The initial Theory of Change (ToC) for NaijaCare was based on a ToC used in a similar project, UJoin in Kenya. Here the premise was that the needs of low-income households could be met by driving behavioral change through leveraging the relationships between the ‘duka owners’ (Kenyan shop-keepers) and their customers. For example, UJoin provided duka owners with a digital community, which they accessed using their mobile phone. The community provided education and mentoring and credit to buy stock to PPMVs, as well as a ‘loyalty scheme’ through which discount vouchers are sent to their customers’ mobile phones.
How did the program harness responsive feedback?
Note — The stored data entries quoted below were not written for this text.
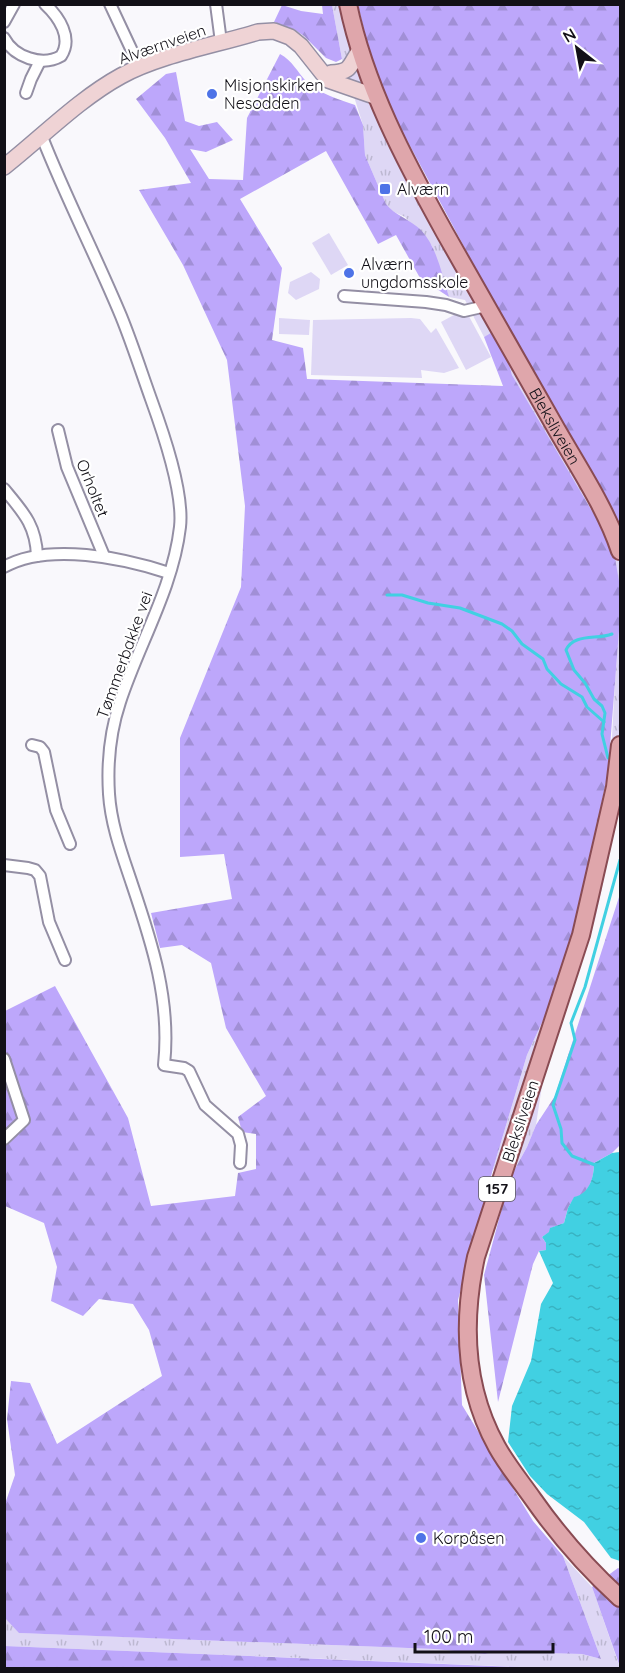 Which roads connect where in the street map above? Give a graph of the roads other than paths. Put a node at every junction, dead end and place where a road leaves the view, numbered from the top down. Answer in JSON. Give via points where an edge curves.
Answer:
{"nodes":[{"id":1,"x":45,"y":4,"type":"edge"},
{"id":2,"x":110,"y":4,"type":"edge"},
{"id":3,"x":348,"y":4,"type":"edge"},
{"id":4,"x":12,"y":5,"type":"edge"},
{"id":5,"x":218,"y":5,"type":"edge"},
{"id":6,"x":4,"y":22,"type":"edge"},
{"id":7,"x":4,"y":38,"type":"edge"},
{"id":8,"x":221,"y":42,"type":"junction"},
{"id":9,"x":360,"y":50,"type":"junction"},
{"id":10,"x":40,"y":61,"type":"junction"},
{"id":11,"x":313,"y":61,"type":"junction"},
{"id":12,"x":140,"y":68,"type":"junction"},
{"id":13,"x":331,"y":73,"type":"junction"},
{"id":14,"x":374,"y":89,"type":"junction"},
{"id":15,"x":27,"y":93,"type":"dead end"},
{"id":16,"x":42,"y":137,"type":"junction"},
{"id":17,"x":4,"y":167,"type":"edge"},
{"id":18,"x":344,"y":296,"type":"dead end"},
{"id":19,"x":486,"y":306,"type":"junction"},
{"id":20,"x":58,"y":430,"type":"dead end"},
{"id":21,"x":4,"y":489,"type":"edge"},
{"id":22,"x":621,"y":551,"type":"edge"},
{"id":23,"x":37,"y":556,"type":"junction"},
{"id":24,"x":104,"y":556,"type":"junction"},
{"id":25,"x":4,"y":567,"type":"edge"},
{"id":26,"x":169,"y":573,"type":"junction"},
{"id":27,"x":32,"y":745,"type":"dead end"},
{"id":28,"x":621,"y":745,"type":"edge"},
{"id":29,"x":70,"y":844,"type":"dead end"},
{"id":30,"x":4,"y":865,"type":"edge"},
{"id":31,"x":65,"y":960,"type":"dead end"},
{"id":32,"x":4,"y":1059,"type":"edge"},
{"id":33,"x":4,"y":1139,"type":"edge"},
{"id":34,"x":240,"y":1163,"type":"dead end"},
{"id":35,"x":621,"y":1598,"type":"edge"}],
"edges":[{"from":1,"to":10,"type":"street","via":[[62,24],[65,45],[58,58]]},
{"from":2,"to":12,"type":"street"},
{"from":3,"to":9,"type":"main road","name":"Bleksliveien"},
{"from":4,"to":6,"type":"street"},
{"from":5,"to":8,"type":"street"},
{"from":7,"to":10,"type":"street","via":[[15,51]]},
{"from":8,"to":11,"type":"main road","name":"Alværnveien","via":[[258,32],[280,33],[295,40]]},
{"from":8,"to":12,"type":"main road","name":"Alværnveien"},
{"from":9,"to":13,"type":"main road","via":[[349,69]]},
{"from":9,"to":14,"type":"main road","name":"Bleksliveien"},
{"from":10,"to":15,"type":"street"},
{"from":11,"to":13,"type":"main road","name":"Alværnveien"},
{"from":11,"to":14,"type":"main road","name":"Alværnveien","via":[[328,80]]},
{"from":12,"to":16,"type":"main road","name":"Alværnveien","via":[[106,86]]},
{"from":13,"to":14,"type":"main road","name":"Alværnveien"},
{"from":14,"to":19,"type":"main road","name":"Bleksliveien","via":[[412,172]]},
{"from":16,"to":17,"type":"main road","name":"Alværnveien"},
{"from":16,"to":26,"type":"street","name":"Tømmerbakke vei","via":[[121,316],[162,428],[181,515]]},
{"from":18,"to":19,"type":"street","via":[[426,302],[464,311]]},
{"from":19,"to":22,"type":"main road","name":"Bleksliveien"},
{"from":20,"to":24,"type":"street","name":"Orholtet","via":[[67,467]]},
{"from":21,"to":23,"type":"street","via":[[33,529]]},
{"from":23,"to":24,"type":"street"},
{"from":23,"to":25,"type":"street"},
{"from":24,"to":26,"type":"street"},
{"from":26,"to":34,"type":"street","name":"Tømmerbakke vei","via":[[115,718],[109,757],[109,798],[116,834],[159,972],[165,1010],[164,1065],[189,1071],[205,1106],[238,1134]]},
{"from":27,"to":29,"type":"street","via":[[44,752],[57,810]]},
{"from":28,"to":35,"type":"main road","name":"Bleksliveien","number":"157","via":[[581,935],[476,1257],[467,1332],[476,1399],[498,1449],[566,1543]]},
{"from":30,"to":31,"type":"street","via":[[28,867],[40,876],[49,922]]},
{"from":32,"to":33,"type":"street","via":[[24,1120]]}]}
The NaijaCare program revised its Theory of Change following user feedback and a landscape analysis with key stakeholders. The feedback showed that there were additional stakeholders that the initial ToC had not considered. Two insights suggested that the ToC needed adapting for the Nigerian context. Firstly, there were reports that PPMVs are a major route for sub-standard and counterfeit medicines and sell medicines not covered under their licenses. Secondly, imminent regulatory changes would create three tiers of PPMVs and require them to register with the Pharmacist Council of Nigeria (PCN).
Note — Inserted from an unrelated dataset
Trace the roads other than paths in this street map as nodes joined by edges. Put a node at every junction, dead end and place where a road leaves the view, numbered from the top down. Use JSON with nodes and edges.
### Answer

These insights showed that, in order to bring about effective change, the program needed to help PPMVs mitigate the legal contraventions, facilitate the necessary registration process and target each PPMV with content appropriate to their tier. In response, the program created a ‘digital ordering’ facility for the PPMVs. This facility would enable the PPMVs to order medicines from an assured provider, creating a secure supply chain. Further, digital ordering can provide a digital trading history that may de-risk the provision of highly-valued credit, share distribution costs through adding further products to the basket (e.g. soaps, toothpastes, skin creams) and reduce the unit cost of stock for the PPMVs by enabling group-buying.
- Responsive feedback mechanisms (RFMs) can be used to iterate and improve Theories of Change, not just implementation methods. This case study demonstrates how RFMs can be used to improve the ToC underlying development programs, not just improve implementation designs and approaches. Here, the user feedback and landscape analysis highlighted additional stakeholders that had not been addressed within the initial ToC. The program was able to iterate at a small-scale and adapt its ToC according to this feedback.
- Program budgets should be structured in a way that enables ToC iteration In order to build their additional digital ordering facility, NaijaCare required additional budget to fund the necessary technology development. By structuring the budget in a way that facilitated theory change, the funder allowed the program to improve its Theory of Change and achieve effective change. The case study therefore shows that funding mechanisms need to be more flexible to allow such iteration and improvement.